[cfe-dev] Can we remove llvmbb from IRC?

Tue Sep 1 18:12:58 PDT 2020

I assume you're getting emails in addition to the chat spam? Or are you
not/are these bots sending chat spam but not email? If that's the case,
yeah, I'd rather have a consistent notification experience - and disable
all notifications from a bot if some notifications are disabled (eg: if
it's not good enough to be sending email, then it shouldn't be spamming the
IRC channel either)

On Tue, Sep 1, 2020 at 1:20 PM Nico Weber <thakis at chromium.org> wrote:

> On Tue, Sep 1, 2020 at 3:57 PM David Blaikie <dblaikie at gmail.com> wrote:
>
>>
>>
>> On Tue, Sep 1, 2020 at 12:42 PM Nico Weber <thakis at chromium.org> wrote:
>>
>>> On Tue, Sep 1, 2020 at 3:32 PM David Blaikie <dblaikie at gmail.com> wrote:
>>>
>>>> On Tue, Sep 1, 2020 at 12:07 PM Nico Weber via cfe-dev <
>>>> cfe-dev at lists.llvm.org> wrote:
>>>>
>>>>> Hi,
>>>>>
>>>>> llvmbb's job is to inform people of build breaks.

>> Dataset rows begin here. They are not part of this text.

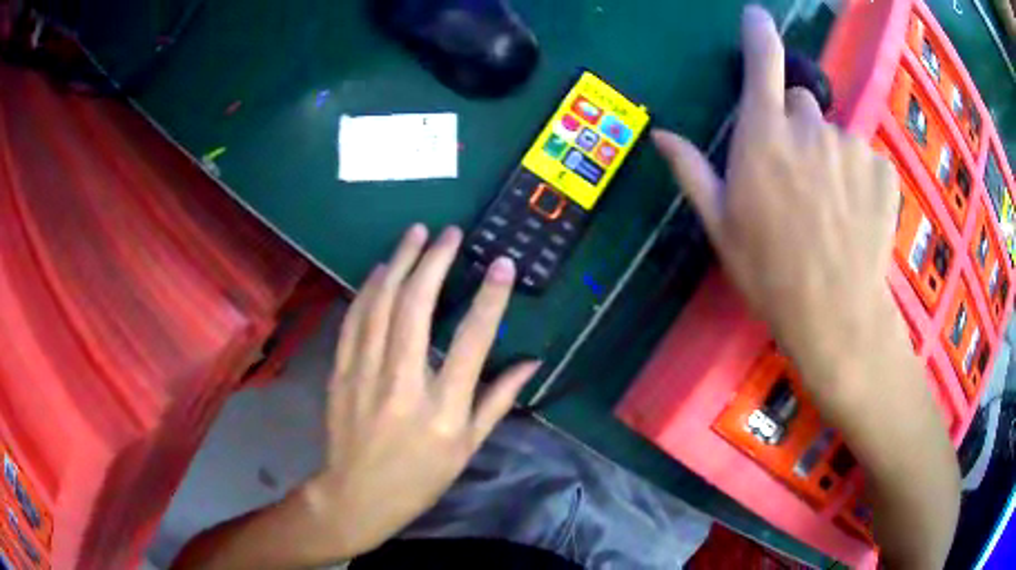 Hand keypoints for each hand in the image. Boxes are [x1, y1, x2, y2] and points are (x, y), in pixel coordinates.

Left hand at [307, 225, 539, 557]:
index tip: (503, 264)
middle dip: (434, 262)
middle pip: (415, 307)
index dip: (490, 297)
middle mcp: (402, 384)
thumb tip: (531, 363)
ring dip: (398, 264)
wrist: (358, 494)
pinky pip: (354, 320)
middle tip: (449, 233)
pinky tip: (380, 270)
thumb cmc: (421, 477)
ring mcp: (365, 375)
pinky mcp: (341, 372)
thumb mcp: (468, 447)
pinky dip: (368, 289)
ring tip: (414, 234)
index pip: (472, 341)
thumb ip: (498, 400)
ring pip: (380, 304)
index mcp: (442, 409)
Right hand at [652, 6, 899, 384]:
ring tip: (829, 209)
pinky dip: (859, 177)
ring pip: (835, 135)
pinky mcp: (881, 169)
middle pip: (802, 104)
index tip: (757, 16)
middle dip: (797, 127)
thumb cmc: (771, 274)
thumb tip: (661, 134)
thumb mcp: (721, 227)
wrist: (836, 316)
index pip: (763, 65)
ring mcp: (850, 147)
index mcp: (764, 138)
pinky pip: (864, 158)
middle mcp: (808, 129)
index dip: (759, 35)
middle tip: (797, 178)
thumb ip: (693, 171)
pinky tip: (855, 215)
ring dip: (829, 157) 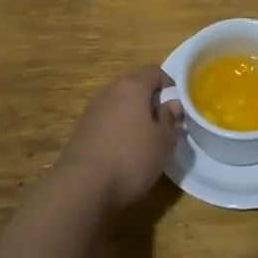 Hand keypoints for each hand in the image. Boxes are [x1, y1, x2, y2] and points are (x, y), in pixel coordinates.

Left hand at [57, 66, 184, 207]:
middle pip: (135, 86)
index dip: (169, 85)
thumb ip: (169, 119)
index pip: (154, 72)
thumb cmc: (131, 158)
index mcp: (132, 87)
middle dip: (150, 102)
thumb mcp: (163, 142)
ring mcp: (92, 110)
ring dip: (132, 117)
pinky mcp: (81, 130)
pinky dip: (117, 130)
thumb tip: (172, 104)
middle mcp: (109, 91)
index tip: (176, 107)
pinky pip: (106, 121)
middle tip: (162, 125)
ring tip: (143, 141)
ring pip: (119, 105)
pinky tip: (122, 153)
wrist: (82, 186) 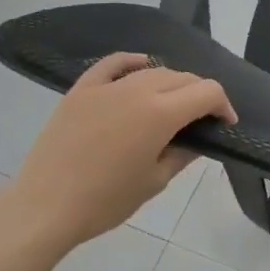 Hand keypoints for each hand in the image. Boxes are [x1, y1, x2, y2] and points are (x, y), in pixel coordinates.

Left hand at [2, 54, 234, 254]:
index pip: (207, 92)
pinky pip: (112, 64)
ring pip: (152, 70)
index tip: (224, 124)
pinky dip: (132, 62)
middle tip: (201, 119)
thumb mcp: (155, 180)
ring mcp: (106, 87)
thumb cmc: (106, 201)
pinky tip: (140, 66)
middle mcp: (137, 90)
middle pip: (182, 77)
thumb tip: (198, 138)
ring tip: (172, 104)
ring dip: (171, 83)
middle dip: (200, 94)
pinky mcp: (81, 90)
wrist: (44, 207)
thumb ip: (183, 153)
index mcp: (161, 114)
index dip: (223, 105) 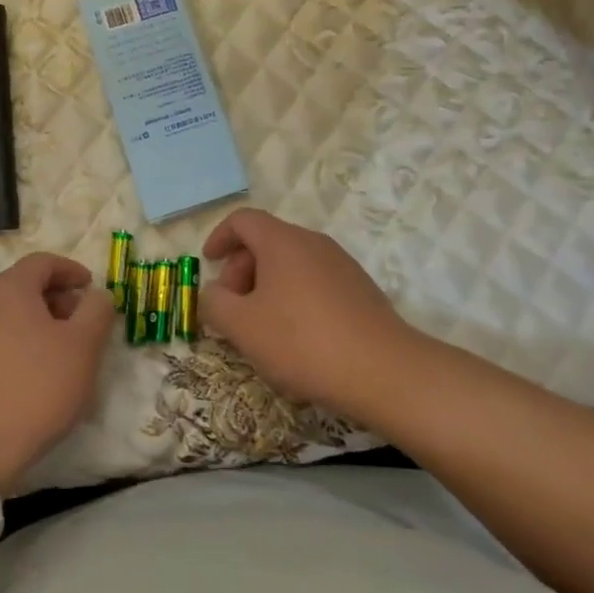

However, it seems to
>>>>> trigger for a big list of bots, and at least one of them seems to always be
>>>>> broken,
>>>>>
>>>>
>>>> If a bot is always broken it shouldn't be sending email/notifications -
>>>> generally they are configured only to send email on green>red and red>green
>>>> transitions, so if it's already broken you shouldn't be blamed for it. If
>>>> you are seeing bot spam or emails from a bot that's already red, please
>>>> email llvm-dev and the bot maintainer and ask the bot to be reconfigured or
>>>> disabled.
>>>>
>>>> If a bot is regularly flakey (& thus sending email/notifications that
>>>> are false-positives/that no one can act on) please also send email asking
>>>> for the bot to be reconfigured or disabled. (or, if you want to be a bit
>>>> more punchy - send a patch to the zorg repository to have the bot disabled
>>>> & explain why you're proposing that)
>>>>
>>>
>>> I agree with this in the abstract, but I get pinged completely reliably
>>> at least twice after every single of my commits. This isn't something that
>>> sometimes happens, it's something that always happens.
>>>
>>
>> Could you point to specific buildbots/email when that comes up to help
>> improve things both on IRC and email/mailing lists, etc?
>>
>
> Just land a change :) Or look at IRC scrollback. Given how easy it is to
> find these problems, it doesn't seem like there's a lot of appetite for
> improving this.
>

I think there's apetite for changing it in some way - no one enjoys the
current state of things. But often people assume it's not changeable,
whereas I think it is - and I think it's important that it be changed
because if we silence all the bots, then quality is likely to go down.
Silencing the IRC bot may still be good - folks should be getting buildbot
fail email which is more targeted and not spamming the channel for people
who aren't to blame (heck, the bots could send private messages instead, I
guess?).

But improving signal/noise should benefit the email, and the bot spam
(whichever channel it's in).

> Hence me asking about removing llvmbb (...and so far everyone seems to be
> in favor).
>

> In this case, from my IRC scrollback (there's more people on the
> blamelist, spread over several follow-on IRC messages):
>
> build #13975 of clang-ppc64le-linux-multistage is complete: Failure
> [failed ninja check 1]  Build details are at
> http://lab.llvm.org:8011/builders/clang-ppc64le-linux-multistage/builds/13975
>  blamelist: LLVM GN Syncbot <llvmgnsyncbot at gmail.com>, Nico Weber <
> thakis at chromium.org>
>

That doesn't look like the "always be broken" case. It was green on the
build prior to this one (
http://lab.llvm.org:8011/builders/clang-ppc64le-linux-multistage/builds/13974
 )

Looks like the buildbot triggered correctly, only took the 2 revisions you
committed. The test did pass at the prior revision and did fail at that
revision - perhaps either the buildbot or the test is flakey?
(interestingly the test failed in stage 1 at 13975, then failed in stage 2
at 13976 - then passed again in 13977. Both failures for the same reason
"/home/buildbots/ppc64le-clang-multistage-test/clang-ppc64le-multistage/stage2/tools/clang/test/Driver/Output/target-override.c.script:
line 5:
/home/buildbots/ppc64le-clang-multistage-test/clang-ppc64le-multistage/stage2/tools/clang/test/Driver/Output/testbin/i386-clang:
No such file or directory" - perhaps some problem with creating the symlink?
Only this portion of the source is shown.